### What is being asked
Keep the images out while you set down the data exactly.

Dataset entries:
= = = = =

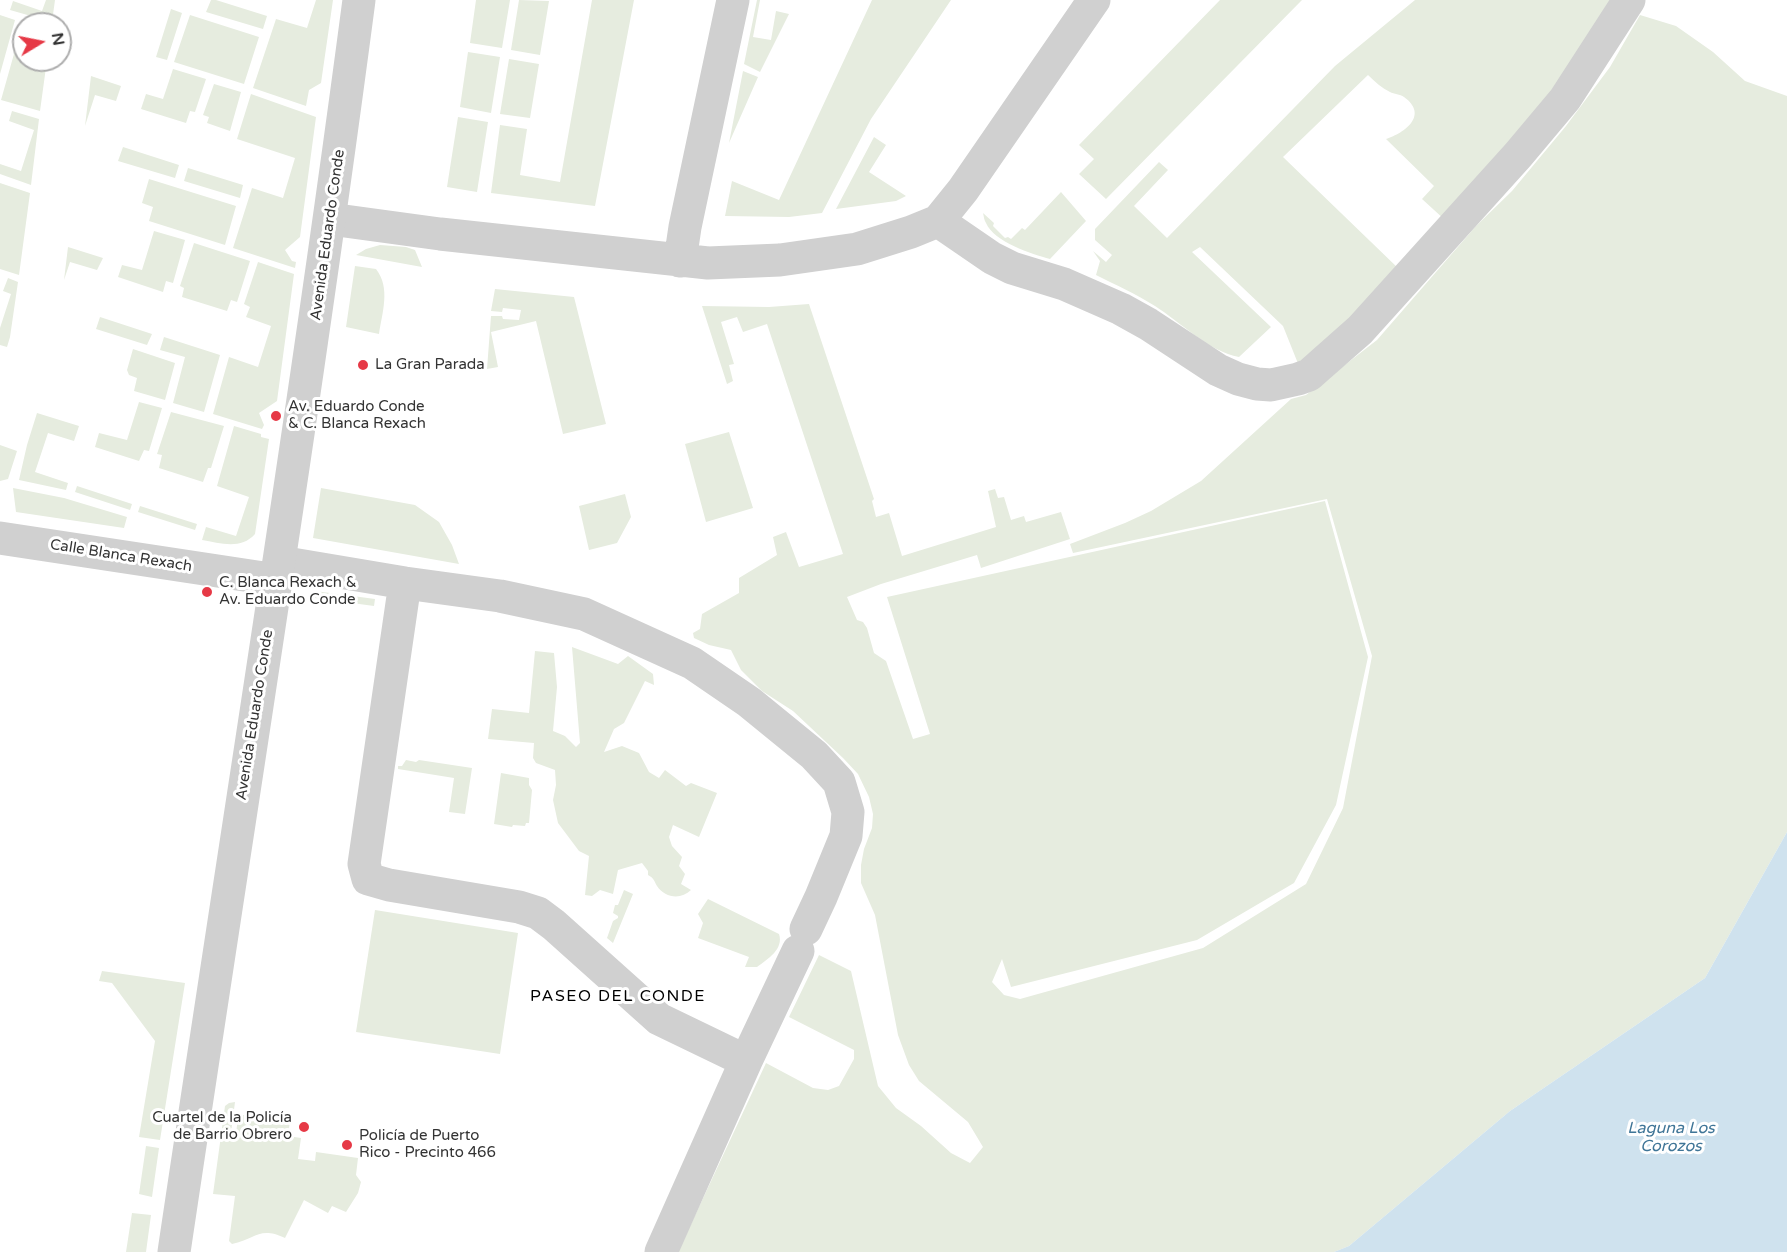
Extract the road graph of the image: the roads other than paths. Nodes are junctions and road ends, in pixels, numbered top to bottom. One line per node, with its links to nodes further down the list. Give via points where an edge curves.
1 (359, 0): 5 (street, Avenida Eduardo Conde)
2 (733, 0): 7 (street)
3 (1094, 0): 6 (street)
4 (1629, 0): 6 (street, via 1565,99 1518,155 1359,330 1309,375 1298,379 1271,385 1238,379 1121,309 992,258)
5 (330, 219): 7 (street); 9 (street, Avenida Eduardo Conde)
6 (938, 221): 7 (street, via 838,253 755,262)
7 (680, 261)
8 (0, 538): 9 (street, Calle Blanca Rexach)
9 (279, 571): 10 (street, Calle Blanca Rexach); 12 (street, Avenida Eduardo Conde)
10 (405, 583): 11 (street, via 364,864 368,879 538,913 659,1019); 11 (street, Calle Blanca Rexach, via 584,614 692,663 814,755 839,782 848,812 846,836)
11 (746, 1061): 13 (street, Calle Blanca Rexach)
12 (174, 1252)
13 (661, 1252)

= = = = =

### Solution for this exercise
Extract the road graph of the image: the roads other than paths. Nodes are junctions and road ends, in pixels, numbered top to bottom. One line per node, with its links to nodes further down the list. Give via points where an edge curves.
1 (359, 0): 5 (street, Avenida Eduardo Conde)
2 (733, 0): 7 (street)
3 (1094, 0): 6 (street)
4 (1629, 0): 6 (street, via 1565,99 1518,155 1359,330 1309,375 1298,379 1271,385 1238,379 1121,309 992,258)
5 (330, 219): 7 (street); 9 (street, Avenida Eduardo Conde)
6 (938, 221): 7 (street, via 838,253 755,262)
7 (680, 261)
8 (0, 538): 9 (street, Calle Blanca Rexach)
9 (279, 571): 10 (street, Calle Blanca Rexach); 12 (street, Avenida Eduardo Conde)
10 (405, 583): 11 (street, via 364,864 368,879 538,913 659,1019); 11 (street, Calle Blanca Rexach, via 584,614 692,663 814,755 839,782 848,812 846,836)
11 (746, 1061): 13 (street, Calle Blanca Rexach)
12 (174, 1252)
13 (661, 1252)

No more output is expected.